Democrats not planning Senate revolt. Spokesmen for new majority indicate midroad approach
| Washington
Come January, Democrats in Congress will be back in the saddle they occupied for a quarter century until 1980, when Ronald Reagan came to town. With strapping majorities in both the House and the Senate, Democrats will largely determine what bills will be considered by the 100th Congress, and when.
Democratic senators such as Edward M. Kennedy of Massachusetts and Howard M. Metzenbaum of Ohio will become committee chairmen. Other Democratic senatorial leaders - such as Robert C. Byrd of West Virginia, the present minority leader who most likely will become majority leader - will once again be in the national spotlight.
President Reagan will have to bargain with the Democratic leadership if he wants to get anything accomplished.
``The Reagan revolution is over,'' chortled retiring House Speaker Thomas P. O'Neill after it became obvious that Tuesday's elections had swapped the six-seat Republican Senate majority for a 10-seat Democratic majority and added slightly to the Democrats' already lopsided 73-vote majority in the House.
But Reagan has not become a ``lame duck'' as a result of Tuesday's defeat. Dwight Eisenhower, Richard Nixon, and Gerald Ford all faced Congresses with Democrats in control of both chambers. In fact, the politics of Capitol Hill argue against a lurch to the left or the right, and just as most Republican victories during the last six years have come with the help of Democrats, so will Democratic victories require the cooperation of congressional Republicans and the White House.
The President did not always get what he wanted from the Republican Senate. Republicans teamed with Democrats in the 99th Congress to slam the breaks on his five-year, $1.4 trillion military buildup. Senate Republicans refused to pare domestic spending by as much as Reagan asked to bring the deficit in line with targets set by the Gramm-Rudman balanced-budget law. A party-line vote saved the administration's controversial nomination of judicial conservative Daniel Manion to the United States Court of Appeals. But Republicans joined their Democratic colleagues in overriding a presidential veto of sanctions against South Africa.
``I would hope that for the most part it will be a bipartisan Senate,'' said outgoing Senate majority leader Robert Dole (R) of Kansas. ``It has been for the past few years.''
Senator Byrd, who will become the majority leader if he survives a challenge for the Senate Democratic leader's post from at least one contender, Sen. J. Bennett Johnston (D) of Louisiana, promises that the new Democratic Senate will be ``moderate'' and ``middle of the road.''
A number of the expected committee chairmen are Southern conservatives who have worked closely with Republican chairmen as ranking minority members. They are expected to head such key committees as those dealing with the budget, appropriations, commerce, and energy. But there will be some striking differences: The Senate Judiciary Committee will either be chaired by Sen. Joseph R. Biden Jr. of Delaware or Senator Kennedy. Both are vocal civil libertarians set against the administration's judicial philosophy. Both would be expected to lead a charge against any nominee to the federal judiciary whose credentials appeared wanting. ``The President will need to be more professional than partisan in his nominations,'' Byrd says.

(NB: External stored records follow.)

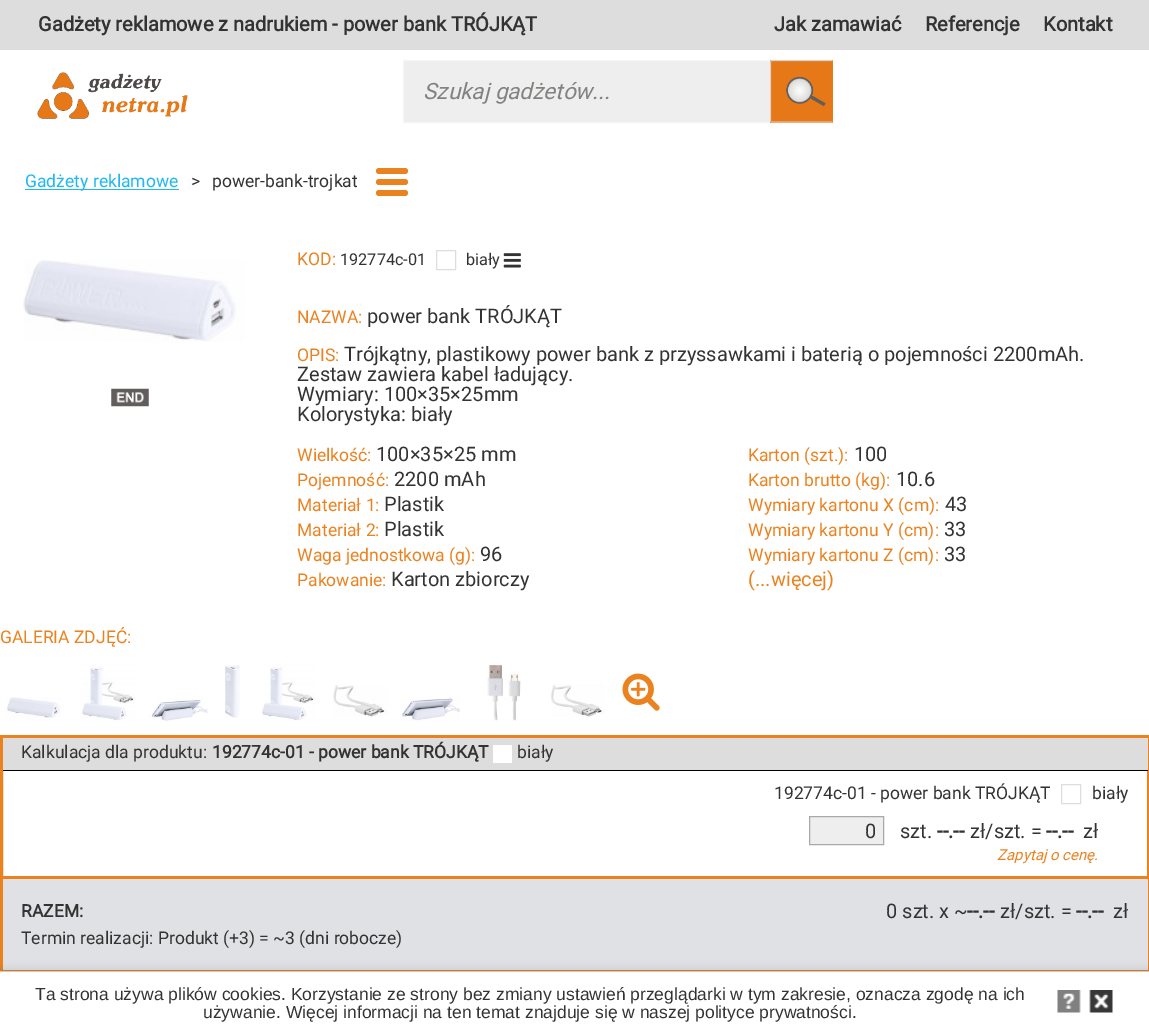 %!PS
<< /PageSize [1149 1032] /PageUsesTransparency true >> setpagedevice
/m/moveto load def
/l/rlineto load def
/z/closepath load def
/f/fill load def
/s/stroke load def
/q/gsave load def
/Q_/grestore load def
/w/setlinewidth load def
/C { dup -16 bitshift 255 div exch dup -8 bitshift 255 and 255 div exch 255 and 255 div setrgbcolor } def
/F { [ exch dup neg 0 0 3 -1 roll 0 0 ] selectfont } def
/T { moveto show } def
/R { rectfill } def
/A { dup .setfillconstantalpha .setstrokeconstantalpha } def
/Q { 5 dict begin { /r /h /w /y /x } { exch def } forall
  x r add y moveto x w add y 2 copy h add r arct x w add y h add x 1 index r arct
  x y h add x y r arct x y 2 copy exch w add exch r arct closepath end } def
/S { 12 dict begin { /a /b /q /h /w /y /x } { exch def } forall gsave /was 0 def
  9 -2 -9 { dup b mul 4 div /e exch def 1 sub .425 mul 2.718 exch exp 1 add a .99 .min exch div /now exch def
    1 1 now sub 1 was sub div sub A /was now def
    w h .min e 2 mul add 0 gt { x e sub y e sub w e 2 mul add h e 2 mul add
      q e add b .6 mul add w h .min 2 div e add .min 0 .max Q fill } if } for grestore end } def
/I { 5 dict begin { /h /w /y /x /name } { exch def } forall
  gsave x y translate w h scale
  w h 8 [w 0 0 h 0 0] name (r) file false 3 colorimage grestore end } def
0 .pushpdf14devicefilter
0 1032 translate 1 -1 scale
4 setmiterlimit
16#FFFFFF C
0 0 1149 1032 R
16#DDDDDD C
0 0 1149 50 R
/Roboto-Bold 20 F
16#333333 C
(Gadżety reklamowe z nadrukiem - power bank TRÓJKĄT) 38 31 T
(Jak zamawiać) 774 31 T
(Referencje) 925 31 T
(Kontakt) 1043 31 T
(1.rgb) 37 72 151 47 I
16#EEEEEE C
404 61 366 61 R
16#F5F5F5 C
403.5 60.5 374 62 rectstroke
/Roboto-Italic 22.5 F
16#838281 C
(Szukaj gadżetów...) 423 99 T
16#EB8220 C
770 60 63 63 R
(2.rgb) 770 60 63 63 I
16#20B8F1 C
25 189 154 1 R
/Roboto-Regular 17.5 F
(Gadżety reklamowe) 25 187 T
16#333333 C
(>) 191 187 T
(power-bank-trojkat) 212 187 T
16#EB8220 C
376 168 32 6 3 Q f
376 179 32 6 3 Q f
376 190 32 6 3 Q f
(3.rgb) 23 260 222 82 I
(4.rgb) 111 388 38 19 I
(KOD:) 297 265 T
/Roboto-Regular 16.25 F
16#333333 C
(192774c-01) 340 265 T
16#DDDDDD C
436.5 250.5 19 19 rectstroke
16#333333 C
(biały) 466 265 T
(5.rgb) 503 253 18 15 I
/Roboto-Regular 17.5 F
16#EB8220 C
(NAZWA:) 297 323 T
/Roboto-Regular 20 F
16#333333 C
(power bank TRÓJKĄT) 367 323 T
/Roboto-Regular 17.5 F
16#EB8220 C
(OPIS:) 297 361 T
/Roboto-Regular 20 F
16#333333 C
(Trójkątny, plastikowy power bank z przyssawkami i baterią o pojemności 2200mAh.) 344 361 T
(Zestaw zawiera kabel ładujący.) 297 381 T
(Wymiary: 100×35×25mm) 297 401 T
(Kolorystyka: biały) 297 421 T
/Roboto-Regular 17.5 F
16#EB8220 C
(Wielkość:) 297 461 T
/Roboto-Regular 20 F
16#333333 C
(100×35×25 mm) 376 461 T
/Roboto-Regular 17.5 F
16#EB8220 C
(Karton \(szt.\):) 748 461 T
/Roboto-Regular 20 F
16#333333 C
(100) 854 461 T
/Roboto-Regular 17.5 F
16#EB8220 C
(Pojemność:) 297 486 T
/Roboto-Regular 20 F
16#333333 C
(2200 mAh) 394 486 T
/Roboto-Regular 17.5 F
16#EB8220 C
(Karton brutto \(kg\):) 748 486 T
/Roboto-Regular 20 F
16#333333 C
(10.6) 896 486 T
/Roboto-Regular 17.5 F
16#EB8220 C
(Materiał 1:) 297 511 T
/Roboto-Regular 20 F
16#333333 C
(Plastik) 384 511 T
/Roboto-Regular 17.5 F
16#EB8220 C
(Wymiary kartonu X \(cm\):) 748 511 T
/Roboto-Regular 20 F
16#333333 C
(43) 945 511 T
/Roboto-Regular 17.5 F
16#EB8220 C
(Materiał 2:) 297 536 T
/Roboto-Regular 20 F
16#333333 C
(Plastik) 384 536 T
/Roboto-Regular 17.5 F
16#EB8220 C
(Wymiary kartonu Y \(cm\):) 748 536 T
/Roboto-Regular 20 F
16#333333 C
(33) 944 536 T
/Roboto-Regular 17.5 F
16#EB8220 C
(Waga jednostkowa \(g\):) 297 561 T
/Roboto-Regular 20 F
16#333333 C
(96) 480 561 T
/Roboto-Regular 17.5 F
16#EB8220 C
(Wymiary kartonu Z \(cm\):) 748 561 T
/Roboto-Regular 20 F
16#333333 C
(33) 944 561 T
/Roboto-Regular 17.5 F
16#EB8220 C
(Pakowanie:) 297 586 T
/Roboto-Regular 20 F
16#333333 C
(Karton zbiorczy) 391 586 T
16#EB8220 C
(\(...więcej\)) 748 586 T
/Roboto-Regular 17.5 F
(GALERIA ZDJĘĆ:) 0 643 T
(6.rgb) 5 697 57 25 I
(7.rgb) 82 664 53 58 I
(8.rgb) 148 698 60 24 I
(9.rgb) 225 665 15 53 I
(7.rgb) 262 664 53 58 I
(10.rgb) 333 685 55 32 I
(11.rgb) 400 697 60 25 I
(12.rgb) 487 665 34 56 I
(13.rgb) 551 684 54 33 I
(14.rgb) 622 673 38 38 I
3 w
1.5 736.5 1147 235 rectstroke
16#DDDDDD C
3 738 1145 32 R
16#000000 C
3 770 1145 1 R
16#333333 C
(Kalkulacja dla produktu:) 21 758 T
/Roboto-Bold 17.5 F
(192774c-01 - power bank TRÓJKĄT) 212 758 T
16#FFFFFF C
493 745 19 18 R
/Roboto-Regular 17.5 F
16#333333 C
(biały) 517 758 T
(192774c-01 - power bank TRÓJKĄT) 774 799 T
16#DDDDDD C
1 w
1061.5 784.5 19 19 rectstroke
16#333333 C
(biały) 1092 799 T
16#EEEEEE C
809.5 816.5 m 74 0 l 0 28 l -74 0 l z q f Q_
16#AAA9A9 C
s
/Roboto-Regular 20 F
16#333333 C
(0) 865 838 T
(szt.) 900 838 T
/Roboto-Bold 20 F
(--.--) 937 838 T
/Roboto-Regular 20 F
(zł/szt. =) 970 838 T
/Roboto-Italic 15 F
16#EB8220 C
(Zapytaj o cenę.) 997 860 T
/Roboto-Bold 20 F
16#333333 C
(--.--) 1046 838 T
/Roboto-Regular 20 F
(zł) 1083 838 T
16#E0E1E4 C
3 879 1145 91 R
16#EB8220 C
3 876 1145 3 R
/Roboto-Bold 17.5 F
16#333333 C
(RAZEM:) 21 917 T
/Roboto-Regular 20 F
(0 szt. x ~) 886 918 T
/Roboto-Bold 20 F
(--.--) 967 918 T
/Roboto-Regular 20 F
(zł/szt. =) 1000 918 T
/Roboto-Bold 20 F
(--.--) 1076 918 T
/Roboto-Regular 20 F
(zł) 1113 918 T
/Roboto-Regular 17.5 F
(Termin realizacji: Produkt \(+3\) = ~3 \(dni robocze\)) 21 944 T
16#000000 C
0 971 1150 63 0 5 .15 S
16#FFFFFF C
0 972 1149 60 R
16#CCCCCC C
0 971 1149 1 R
/LiberationSans-Regular 17.5 F
16#333333 C
(Ta strona używa plików cookies. Korzystanie ze strony bez zmiany ustawień przeglądarki w tym zakresie, oznacza zgodę na ich) 35 1000 T
(używanie. Więcej informacji na ten temat znajduje się w naszej polityce prywatności.) 203 1018 T
(15.rgb) 1057 990 24 23 I
(16.rgb) 1089 990 24 23 I
.poppdf14devicefilter showpage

Some White House initiatives that have squeaked through the Senate recently are likely to be reversed. The Senate voted 53 to 47 to extend military aid to the rebels fighting Nicaragua's Sandinista regime. It is unlikely that the 100th Congress will approve additional aid. And the Senate is likely to reconsider some of the binding arms control measures the Republican Senate jettisoned this year.
In addition, the new Democratic Senate will be more apt to link arms with the Democratic House on a trade bill, which the White House has furiously opposed, and slap import limits on foriegn traders. It will be more receptive to organized labor's push for a higher minimum wage and additional benefits for new parents.
But the No. 1 topic for the new, Democrat-ruled Congress is likely to be the federal deficit. Gramm-Rudman dictates a deficit some $60 billion lower than the anticipated deficit for the current fiscal year. It is a challenge to which no lawmaker knows the precise solution, and the solution, whatever it is, is now at the Democrats' doorstep.